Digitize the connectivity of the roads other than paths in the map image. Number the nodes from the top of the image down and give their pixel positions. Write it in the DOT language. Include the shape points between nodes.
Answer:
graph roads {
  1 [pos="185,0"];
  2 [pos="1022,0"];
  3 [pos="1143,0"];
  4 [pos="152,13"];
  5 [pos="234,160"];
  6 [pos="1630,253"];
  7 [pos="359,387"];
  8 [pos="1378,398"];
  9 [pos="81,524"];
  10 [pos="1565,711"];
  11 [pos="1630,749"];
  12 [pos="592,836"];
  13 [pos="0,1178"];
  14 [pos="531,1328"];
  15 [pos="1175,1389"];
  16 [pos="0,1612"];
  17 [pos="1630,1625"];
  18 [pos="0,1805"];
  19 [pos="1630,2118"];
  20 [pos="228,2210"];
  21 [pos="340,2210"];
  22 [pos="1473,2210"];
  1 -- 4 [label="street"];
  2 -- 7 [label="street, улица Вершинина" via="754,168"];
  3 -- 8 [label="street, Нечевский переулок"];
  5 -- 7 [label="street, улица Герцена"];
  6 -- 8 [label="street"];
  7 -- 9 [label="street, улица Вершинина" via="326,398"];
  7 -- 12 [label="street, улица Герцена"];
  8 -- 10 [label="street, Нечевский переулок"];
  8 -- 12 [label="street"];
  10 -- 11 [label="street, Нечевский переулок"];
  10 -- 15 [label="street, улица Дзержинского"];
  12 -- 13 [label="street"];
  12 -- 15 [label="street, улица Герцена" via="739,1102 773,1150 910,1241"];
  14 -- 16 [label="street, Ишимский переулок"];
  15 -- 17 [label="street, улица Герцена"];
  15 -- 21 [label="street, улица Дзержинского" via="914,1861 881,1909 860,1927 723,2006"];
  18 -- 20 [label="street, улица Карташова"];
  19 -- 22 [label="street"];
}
====
- **ASSIGNMENT**:
Each line in the material with "переулок" in it must be reported.

- **TASK OUTPUT**:
  3 -- 8 [label="street, Нечевский переулок"];
  8 -- 10 [label="street, Нечевский переулок"];
  10 -- 11 [label="street, Нечевский переулок"];
  14 -- 16 [label="street, Ишимский переулок"];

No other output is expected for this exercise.